Музыкальная
композиция «Дети войны»
(
по книге С.Алексиевич «Последние свидетели»)
Действующие
лица:
Женя
Белькевич( во время войны ей 6 лет)
Катя
Коротаева (во время войны ей 13 лет)
Зина
Косяк (во время войны ей 8 лет)
Таиса
Насветникова (во время войны её 7 лет)
Первая
часть.
(звучит
довоенная или народная аутентичная музыка)
Катя: Это был
июнь, а май и июнь в сорок первом были холодные. Если у нас сирень цветет
где-то в мае, то в тот год она цвела в середине июня. И вот начало войны у меня
всегда связано с запахом сирени. С запахом черемухи… эти деревья всегда пахнут
мне войной… (начинает собирать развешенные, разбросанные по сцене ветки
сирени)
Женя: (лежала
под одеялом, ворочалась. Просыпается, начинает говорить)
Утром
проснулась от страха…от каких-то незнакомых звуков..
Мама
с папой думали, что мы спим, а я лежала рядом с сестричкой и притворялась, что
сплю. Видела: папа долго целовал маму, целовал лицо, руки, а я удивлялась, что
никогда раньше он так ее не целовал. Во двор они вышли , держась за руки, я
подскочила к окну- мама повисла у папы на шее и не отпускала его. Он оторвал ее
от себя и побежал, она догнала и снова не пускает и что-то кричит. Тогда я тоже
закричала: «Папа! папа!»
Проснулась
сестричка и братик Вася, сестричка смотрит, что я плачу, и она закричала:
«Папа!» Выскочили мы все на крыльцо: «Папа!» Отец увидел нас и, как сейчас
помню, закрыл голову руками и пошел, даже побежал. Он оглянуться боялся…
(отходит
на задний план ) так и связалось у меня в памяти, что война- это когда нет
папы… (складывает одеяло и садится)
Катя: (с
букетом сирени подходит к вешалке, на которой висит пальто. Замирает на
некоторое время. Звучит пение птиц.) Утром у нас было принято всегда идти
за свежими булочками. Это считалось моей обязанностью. По дороге я встретила
подругу, она мне сказала, что началась война. На нашей улице было много садов,
домики утопали все в цветах. Я подумала: «Какая война? Что она придумала?»
Дома
отец ставил самовар…не успела я ничего рассказать, как начали прибегать соседи,
и у всех на губах одно слово : «Война!Война!» (пение птиц переходит в сводку
информбюро о наступлении войны. Все находящиеся на сцене слушают, замирая.)
Брат
сказал маме: «я ухожу на фронт, мне ничего не нужно. Возьми эти деньги, купите
Кате новое пальто». А я, как только перешла в седьмой класс, стала
старшеклассницей, мечтала, что мне сделают синее бостоновое пальто с
каракулевым воротником.
(надевает
пальто с вешалки) И мама купила бы мне это пальто. Ничего она не
успела…
(идет
в пальто и кладет букет сирени посередине сцены, садится рядом)
(В
это же время Таиса появляется из кулисы, подходит к чемодану и открывает его.

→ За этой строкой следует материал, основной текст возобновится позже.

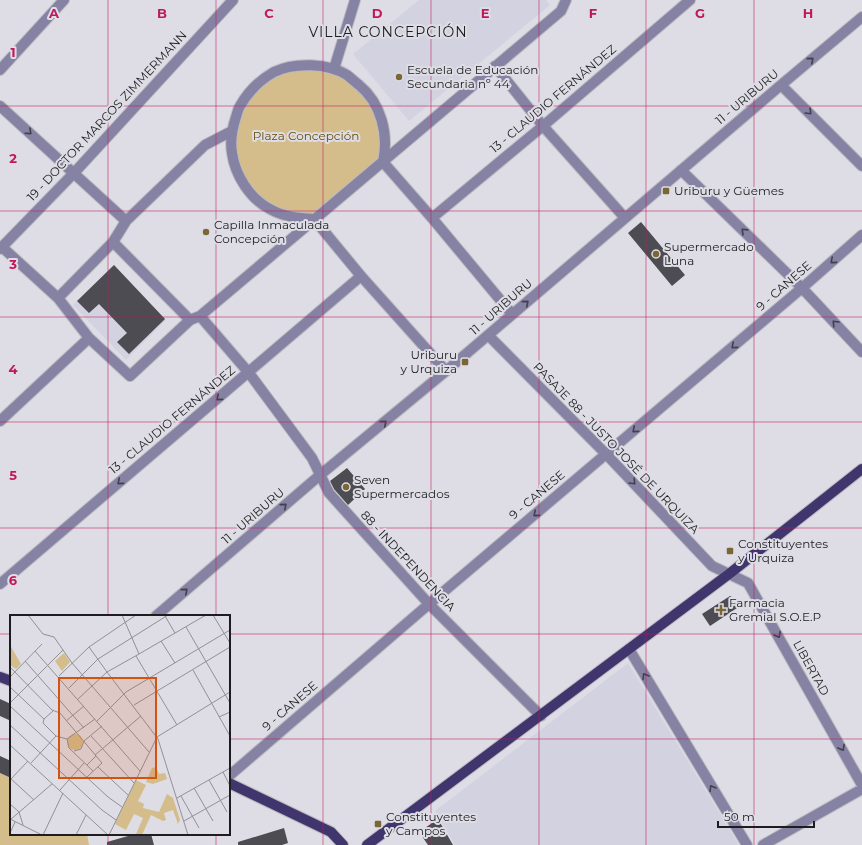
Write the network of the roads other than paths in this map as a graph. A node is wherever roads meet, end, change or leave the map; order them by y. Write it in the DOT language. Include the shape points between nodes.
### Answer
graph roads {
  1 [pos="64,0"];
  2 [pos="233,0"];
  3 [pos="355,0"];
  4 [pos="566,0"];
  5 [pos="690,0"];
  6 [pos="862,18"];
  7 [pos="495,66"];
  8 [pos="334,69"];
  9 [pos="0,70"];
  10 [pos="781,85"];
  11 [pos="0,106"];
  12 [pos="543,126"];
  13 [pos="232,131"];
  14 [pos="383,162"];
  15 [pos="862,166"];
  16 [pos="681,170"];
  17 [pos="74,172"];
  18 [pos="432,218"];
  19 [pos="625,218"];
  20 [pos="314,219"];
  21 [pos="126,221"];
  22 [pos="862,235"];
  23 [pos="113,242"];
  24 [pos="1,248"];
  25 [pos="361,276"];
  26 [pos="802,288"];
  27 [pos="58,298"];
  28 [pos="512,314"];
  29 [pos="200,316"];
  30 [pos="190,320"];
  31 [pos="488,335"];
  32 [pos="89,338"];
  33 [pos="862,352"];
  34 [pos="446,371"];
  35 [pos="248,373"];
  36 [pos="0,421"];
  37 [pos="606,454"];
  38 [pos="862,469"];
  39 [pos="320,475"];
  40 [pos="729,574"];
  41 [pos="0,584"];
  42 [pos="429,604"];
  43 [pos="157,615"];
  44 [pos="629,649"];
  45 [pos="0,677"];
  46 [pos="10,681"];
  47 [pos="541,716"];
  48 [pos="230,775"];
  49 [pos="230,783"];
  50 [pos="862,785"];
  51 [pos="862,789"];
  52 [pos="344,845"];
  53 [pos="366,845"];
  54 [pos="747,845"];
  55 [pos="762,845"];
  1 -- 9 [label="street"];
  2 -- 17 [label="street, 19 - DOCTOR MARCOS ZIMMERMANN"];
  3 -- 8 [label="street"];
  4 -- 7 [label="street" via="561,11"];
  5 -- 12 [label="street, 13 - CLAUDIO FERNÁNDEZ"];
  10 -- 6 [label="street, 11 - URIBURU, one-way"];
  7 -- 12 [label="street"];
  7 -- 14 [label="street"];
  8 -- 13 [label="street" via="299,65 275,72 254,86 239,107"];
  8 -- 14 [label="street" via="347,75 366,91 379,112 385,136"];
  10 -- 15 [label="street, one-way"];
  10 -- 16 [label="street, 11 - URIBURU"];
  11 -- 17 [label="street, one-way"];
  12 -- 18 [label="street, 13 - CLAUDIO FERNÁNDEZ"];
  12 -- 19 [label="street"];
  13 -- 20 [label="street" via="234,161 251,194 269,209 290,218"];
  13 -- 21 [label="street" via="205,145"];
  14 -- 18 [label="street"];
  14 -- 20 [label="street"];
  16 -- 19 [label="street, 11 - URIBURU"];
  26 -- 16 [label="street, one-way"];
  17 -- 21 [label="street"];
  17 -- 24 [label="street, 19 - DOCTOR MARCOS ZIMMERMANN"];
  18 -- 28 [label="street"];
  28 -- 19 [label="street, 11 - URIBURU, one-way"];
  20 -- 25 [label="street"];
  20 -- 29 [label="street"];
  21 -- 23 [label="street"];
  22 -- 26 [label="street, 9 - CANESE, one-way"];
  23 -- 27 [label="street"];
  23 -- 30 [label="street"];
  24 -- 27 [label="street"];
  25 -- 34 [label="street"];
  25 -- 35 [label="street, 13 - CLAUDIO FERNÁNDEZ"];
  33 -- 26 [label="street, one-way"];
  26 -- 37 [label="street, 9 - CANESE, one-way"];
  27 -- 32 [label="street"];
  28 -- 31 [label="street, 11 - URIBURU"];
  29 -- 30 [label="street"];
  29 -- 35 [label="street, 88 - INDEPENDENCIA"];
  30 -- 32 [label="street" via="130,376"];
  31 -- 34 [label="street, 11 - URIBURU"];
  31 -- 37 [label="street, PASAJE 88 - JUSTO JOSÉ DE URQUIZA"];
  32 -- 36 [label="street"];
  39 -- 34 [label="street, 11 - URIBURU, one-way"];
  35 -- 39 [label="street, 88 - INDEPENDENCIA" via="312,458"];
  35 -- 41 [label="street, 13 - CLAUDIO FERNÁNDEZ, one-way"];
  37 -- 40 [label="street, PASAJE 88 - JUSTO JOSÉ DE URQUIZA, one-way" via="712,566"];
  37 -- 42 [label="street, 9 - CANESE, one-way"];
  38 -- 40 [label="main road"];
  39 -- 42 [label="street, 88 - INDEPENDENCIA" via="329,494"];
  43 -- 39 [label="street, 11 - URIBURU, one-way"];
  40 -- 44 [label="main road"];
  40 -- 50 [label="street, LIBERTAD, one-way" via="748,583"];
  42 -- 47 [label="street, 88 - INDEPENDENCIA"];
  42 -- 48 [label="street, 9 - CANESE"];
  44 -- 47 [label="main road"];
  54 -- 44 [label="street, one-way"];
  45 -- 46 [label="main road"];
  47 -- 53 [label="main road"];
  49 -- 52 [label="main road" via="332,832"];
  51 -- 55 [label="street"];
}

Находит там лоскут и замирает с ним в руках. Рассказывает.)
Таиса: ..Уехал
папа, через несколько дней уехали и мы. (закрывает чемодан, идет к стулу,
садится, будто едет на поезде, звук поезда) По дороге нас все время
бомбили, бомбить нас было легко, так как эшелоны в тыл шли через каждые 500
метров. (В это время Женя увидела чуть поодаль от себя патефон, пытается его
включить, рассматривает пластинки) Ехали мы налегке: у мамы было сатиновое
платьице в белый горошек, а у меня ситцевый красный сарафанчик с цветочками.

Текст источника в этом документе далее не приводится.